Identifier
etd-05192015-103813
Degree
Master of Science in Electrical Engineering (MSEE)
Department
Electrical and Computer Engineering
Document Type
Thesis
Abstract
Facing the enormous volumes of data available nowadays, we try to extract useful information from the data by properly modeling and characterizing the data. In this thesis, we focus on one particular type of semantic data --- online movie reviews, which can be found on all major movie websites. Our objective is mining movie review data to seek quantifiable patterns between reviews on the same movie, or reviews from the same reviewer. A novel approach is presented in this thesis to achieve this goal. The key idea is converting a movie review text into a list of tuples, where each tuple contains four elements: feature word, category of feature word, opinion word and polarity of opinion word. Then we further convert each tuple into an 18-dimension vector. Given a multinomial distribution representing a movie review, we can systematically and consistently quantify the similarity and dependence between reviews made by the same or different reviewers using metrics including KL distance and distance correlation, respectively. Such comparisons allow us to find reviewers sharing similarity in generated multinomial distributions, or demonstrating correlation patterns to certain extent. Among the identified pairs of frequent reviewers, we further investigate the category-wise dependency relationships between two reviewers, which are further captured by our proposed ordinary least square estimation models.
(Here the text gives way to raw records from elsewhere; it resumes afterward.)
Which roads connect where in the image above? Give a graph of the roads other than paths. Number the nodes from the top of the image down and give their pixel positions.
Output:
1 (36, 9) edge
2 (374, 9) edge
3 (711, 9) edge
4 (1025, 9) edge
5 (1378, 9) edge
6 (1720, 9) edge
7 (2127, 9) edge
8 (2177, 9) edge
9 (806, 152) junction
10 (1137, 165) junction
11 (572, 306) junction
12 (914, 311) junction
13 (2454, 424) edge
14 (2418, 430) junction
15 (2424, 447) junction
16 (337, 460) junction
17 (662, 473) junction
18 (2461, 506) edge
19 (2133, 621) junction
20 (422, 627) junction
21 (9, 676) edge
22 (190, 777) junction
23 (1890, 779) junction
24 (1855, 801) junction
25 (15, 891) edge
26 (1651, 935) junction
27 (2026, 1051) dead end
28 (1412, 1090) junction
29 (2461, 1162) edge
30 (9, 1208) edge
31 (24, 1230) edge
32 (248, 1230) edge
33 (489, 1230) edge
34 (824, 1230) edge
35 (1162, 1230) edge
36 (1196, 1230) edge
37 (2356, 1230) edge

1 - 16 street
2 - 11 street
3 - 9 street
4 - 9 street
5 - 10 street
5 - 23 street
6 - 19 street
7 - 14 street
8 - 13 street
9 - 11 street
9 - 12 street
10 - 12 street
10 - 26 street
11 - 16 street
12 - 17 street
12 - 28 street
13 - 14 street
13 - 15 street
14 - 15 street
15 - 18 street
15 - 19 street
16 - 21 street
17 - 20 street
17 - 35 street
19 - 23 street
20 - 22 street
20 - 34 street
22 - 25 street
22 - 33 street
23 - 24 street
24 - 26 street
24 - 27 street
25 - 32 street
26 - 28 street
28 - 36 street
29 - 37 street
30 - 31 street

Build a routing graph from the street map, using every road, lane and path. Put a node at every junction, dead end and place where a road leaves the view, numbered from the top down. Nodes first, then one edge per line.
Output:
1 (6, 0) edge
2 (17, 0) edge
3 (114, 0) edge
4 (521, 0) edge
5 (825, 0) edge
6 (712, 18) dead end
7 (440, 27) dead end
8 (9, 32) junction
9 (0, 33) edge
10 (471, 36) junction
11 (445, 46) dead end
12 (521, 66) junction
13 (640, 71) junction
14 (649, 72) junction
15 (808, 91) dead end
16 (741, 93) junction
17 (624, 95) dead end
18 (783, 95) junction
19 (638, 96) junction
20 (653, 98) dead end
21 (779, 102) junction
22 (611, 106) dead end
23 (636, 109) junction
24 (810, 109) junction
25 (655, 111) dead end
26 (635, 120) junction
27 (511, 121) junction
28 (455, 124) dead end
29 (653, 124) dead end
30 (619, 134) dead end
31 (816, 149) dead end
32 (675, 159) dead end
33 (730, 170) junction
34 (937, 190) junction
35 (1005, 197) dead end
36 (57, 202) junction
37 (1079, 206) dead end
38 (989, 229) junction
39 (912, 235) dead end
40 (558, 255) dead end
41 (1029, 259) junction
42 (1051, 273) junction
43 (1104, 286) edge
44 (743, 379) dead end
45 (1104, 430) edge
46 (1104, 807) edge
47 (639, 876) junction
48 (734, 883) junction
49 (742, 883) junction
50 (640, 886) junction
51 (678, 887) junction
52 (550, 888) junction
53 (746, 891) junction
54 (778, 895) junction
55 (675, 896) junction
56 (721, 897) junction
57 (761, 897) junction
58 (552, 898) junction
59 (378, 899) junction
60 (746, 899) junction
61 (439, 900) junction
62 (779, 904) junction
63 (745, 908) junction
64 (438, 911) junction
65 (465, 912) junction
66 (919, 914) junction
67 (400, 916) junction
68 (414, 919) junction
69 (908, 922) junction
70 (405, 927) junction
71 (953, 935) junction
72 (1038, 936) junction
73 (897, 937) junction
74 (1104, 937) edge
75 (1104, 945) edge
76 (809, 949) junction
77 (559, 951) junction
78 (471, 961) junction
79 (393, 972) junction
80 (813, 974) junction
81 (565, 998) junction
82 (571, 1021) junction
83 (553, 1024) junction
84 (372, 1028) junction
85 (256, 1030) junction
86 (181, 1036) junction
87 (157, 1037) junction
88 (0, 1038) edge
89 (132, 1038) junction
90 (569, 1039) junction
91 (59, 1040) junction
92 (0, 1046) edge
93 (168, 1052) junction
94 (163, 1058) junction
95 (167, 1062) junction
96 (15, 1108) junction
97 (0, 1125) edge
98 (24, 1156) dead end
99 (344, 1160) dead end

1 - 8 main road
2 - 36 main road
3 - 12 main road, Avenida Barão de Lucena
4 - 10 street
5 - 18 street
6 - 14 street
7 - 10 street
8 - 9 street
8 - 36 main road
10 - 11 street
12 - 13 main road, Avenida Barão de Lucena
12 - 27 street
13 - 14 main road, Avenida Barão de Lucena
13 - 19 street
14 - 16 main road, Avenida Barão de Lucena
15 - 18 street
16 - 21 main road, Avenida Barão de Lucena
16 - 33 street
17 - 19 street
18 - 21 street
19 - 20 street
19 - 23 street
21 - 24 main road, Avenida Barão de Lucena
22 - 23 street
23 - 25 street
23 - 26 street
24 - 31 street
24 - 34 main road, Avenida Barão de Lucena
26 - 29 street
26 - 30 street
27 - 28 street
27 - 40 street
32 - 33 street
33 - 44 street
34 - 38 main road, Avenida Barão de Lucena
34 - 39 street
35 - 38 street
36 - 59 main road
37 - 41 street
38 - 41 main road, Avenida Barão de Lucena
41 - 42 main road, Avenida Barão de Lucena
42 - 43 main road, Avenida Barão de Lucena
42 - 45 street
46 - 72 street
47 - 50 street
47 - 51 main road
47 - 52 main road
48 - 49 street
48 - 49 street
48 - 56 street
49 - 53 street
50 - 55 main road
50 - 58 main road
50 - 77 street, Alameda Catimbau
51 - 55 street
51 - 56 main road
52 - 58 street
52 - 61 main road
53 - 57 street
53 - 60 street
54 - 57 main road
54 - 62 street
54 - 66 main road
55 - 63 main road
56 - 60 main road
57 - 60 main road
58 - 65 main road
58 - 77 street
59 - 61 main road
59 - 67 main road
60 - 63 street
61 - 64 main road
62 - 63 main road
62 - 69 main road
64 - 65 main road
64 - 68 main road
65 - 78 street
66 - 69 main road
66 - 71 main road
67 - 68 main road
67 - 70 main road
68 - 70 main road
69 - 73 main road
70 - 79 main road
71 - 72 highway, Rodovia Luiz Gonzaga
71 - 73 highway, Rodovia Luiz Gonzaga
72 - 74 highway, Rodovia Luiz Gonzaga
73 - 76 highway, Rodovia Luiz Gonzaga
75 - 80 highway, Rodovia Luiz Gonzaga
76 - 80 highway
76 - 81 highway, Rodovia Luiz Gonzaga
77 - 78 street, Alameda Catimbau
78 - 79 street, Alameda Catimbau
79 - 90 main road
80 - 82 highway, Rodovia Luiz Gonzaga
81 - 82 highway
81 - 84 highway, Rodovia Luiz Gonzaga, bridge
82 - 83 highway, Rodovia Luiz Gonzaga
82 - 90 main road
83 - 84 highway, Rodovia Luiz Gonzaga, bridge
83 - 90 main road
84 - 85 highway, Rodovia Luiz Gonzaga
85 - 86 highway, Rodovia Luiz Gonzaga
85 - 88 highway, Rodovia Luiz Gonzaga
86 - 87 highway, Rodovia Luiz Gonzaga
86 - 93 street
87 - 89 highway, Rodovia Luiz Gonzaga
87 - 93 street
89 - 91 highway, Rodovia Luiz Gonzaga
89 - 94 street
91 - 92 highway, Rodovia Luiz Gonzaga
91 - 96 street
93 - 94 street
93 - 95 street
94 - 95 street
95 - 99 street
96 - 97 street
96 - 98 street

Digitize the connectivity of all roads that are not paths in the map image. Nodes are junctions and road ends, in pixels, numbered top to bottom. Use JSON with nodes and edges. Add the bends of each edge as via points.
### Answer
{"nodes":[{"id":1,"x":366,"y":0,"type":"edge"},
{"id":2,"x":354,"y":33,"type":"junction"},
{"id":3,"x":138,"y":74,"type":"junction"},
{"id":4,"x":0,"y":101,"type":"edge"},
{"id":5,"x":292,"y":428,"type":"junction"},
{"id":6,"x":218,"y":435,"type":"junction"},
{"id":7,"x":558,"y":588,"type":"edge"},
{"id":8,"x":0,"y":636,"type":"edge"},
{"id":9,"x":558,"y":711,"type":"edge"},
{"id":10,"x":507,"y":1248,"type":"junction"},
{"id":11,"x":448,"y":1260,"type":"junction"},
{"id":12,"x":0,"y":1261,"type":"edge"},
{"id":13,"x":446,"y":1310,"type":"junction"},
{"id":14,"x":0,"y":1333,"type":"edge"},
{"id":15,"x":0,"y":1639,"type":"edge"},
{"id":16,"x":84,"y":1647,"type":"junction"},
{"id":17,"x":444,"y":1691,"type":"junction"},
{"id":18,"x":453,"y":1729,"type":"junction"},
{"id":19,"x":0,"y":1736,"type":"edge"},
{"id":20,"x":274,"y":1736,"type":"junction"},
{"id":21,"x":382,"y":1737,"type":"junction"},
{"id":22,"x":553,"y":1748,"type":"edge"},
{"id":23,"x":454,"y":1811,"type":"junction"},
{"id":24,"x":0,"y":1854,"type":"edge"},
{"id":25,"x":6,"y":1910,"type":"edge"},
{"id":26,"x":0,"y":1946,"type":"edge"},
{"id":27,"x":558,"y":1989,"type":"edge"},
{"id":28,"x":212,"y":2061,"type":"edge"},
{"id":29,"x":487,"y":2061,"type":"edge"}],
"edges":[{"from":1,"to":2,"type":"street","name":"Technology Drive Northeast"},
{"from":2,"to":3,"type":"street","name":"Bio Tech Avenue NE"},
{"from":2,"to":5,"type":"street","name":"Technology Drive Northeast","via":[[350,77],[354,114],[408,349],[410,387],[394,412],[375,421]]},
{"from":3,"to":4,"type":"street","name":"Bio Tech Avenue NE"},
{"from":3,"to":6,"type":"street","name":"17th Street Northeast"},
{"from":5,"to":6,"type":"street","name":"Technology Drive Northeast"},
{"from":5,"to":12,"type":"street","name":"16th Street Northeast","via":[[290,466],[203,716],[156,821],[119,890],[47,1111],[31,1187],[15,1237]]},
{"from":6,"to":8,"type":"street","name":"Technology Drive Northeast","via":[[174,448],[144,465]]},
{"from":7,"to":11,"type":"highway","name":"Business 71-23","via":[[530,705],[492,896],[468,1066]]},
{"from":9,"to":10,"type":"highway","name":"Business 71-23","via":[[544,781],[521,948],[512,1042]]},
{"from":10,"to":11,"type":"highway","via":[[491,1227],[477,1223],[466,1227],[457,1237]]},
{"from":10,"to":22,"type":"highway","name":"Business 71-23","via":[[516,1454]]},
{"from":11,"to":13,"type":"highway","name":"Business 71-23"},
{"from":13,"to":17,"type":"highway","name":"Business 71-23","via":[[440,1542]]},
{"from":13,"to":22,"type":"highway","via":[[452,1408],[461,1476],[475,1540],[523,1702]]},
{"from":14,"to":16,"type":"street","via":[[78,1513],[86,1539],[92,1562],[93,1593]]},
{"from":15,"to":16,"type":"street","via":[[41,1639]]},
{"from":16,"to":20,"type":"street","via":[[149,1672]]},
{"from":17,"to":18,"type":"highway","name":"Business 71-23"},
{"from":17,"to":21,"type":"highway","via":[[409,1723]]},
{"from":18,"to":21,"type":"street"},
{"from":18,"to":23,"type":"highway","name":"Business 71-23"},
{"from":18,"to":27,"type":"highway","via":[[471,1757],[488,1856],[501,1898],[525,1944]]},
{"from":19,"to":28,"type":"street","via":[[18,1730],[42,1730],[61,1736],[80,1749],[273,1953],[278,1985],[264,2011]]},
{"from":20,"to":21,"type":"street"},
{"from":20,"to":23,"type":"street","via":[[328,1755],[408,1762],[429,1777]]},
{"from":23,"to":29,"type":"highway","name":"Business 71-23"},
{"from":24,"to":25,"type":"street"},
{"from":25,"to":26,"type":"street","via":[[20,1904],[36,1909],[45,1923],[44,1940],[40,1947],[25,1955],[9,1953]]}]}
The proposed data processing approaches, as well as the corresponding modeling framework, could be further leveraged to develop classification, prediction, and common randomness extraction algorithms for semantic movie review data.
Date
2015
Document Availability at the Time of Submission
Release the entire work immediately for access worldwide.
Recommended Citation
Pu, Limeng, "Stochastic Modeling of Semantic Structures of Online Movie Reviews" (2015). LSU Master's Theses. 1153.
https://repository.lsu.edu/gradschool_theses/1153
Committee Chair
Wei, Shuangqing
DOI
10.31390/gradschool_theses.1153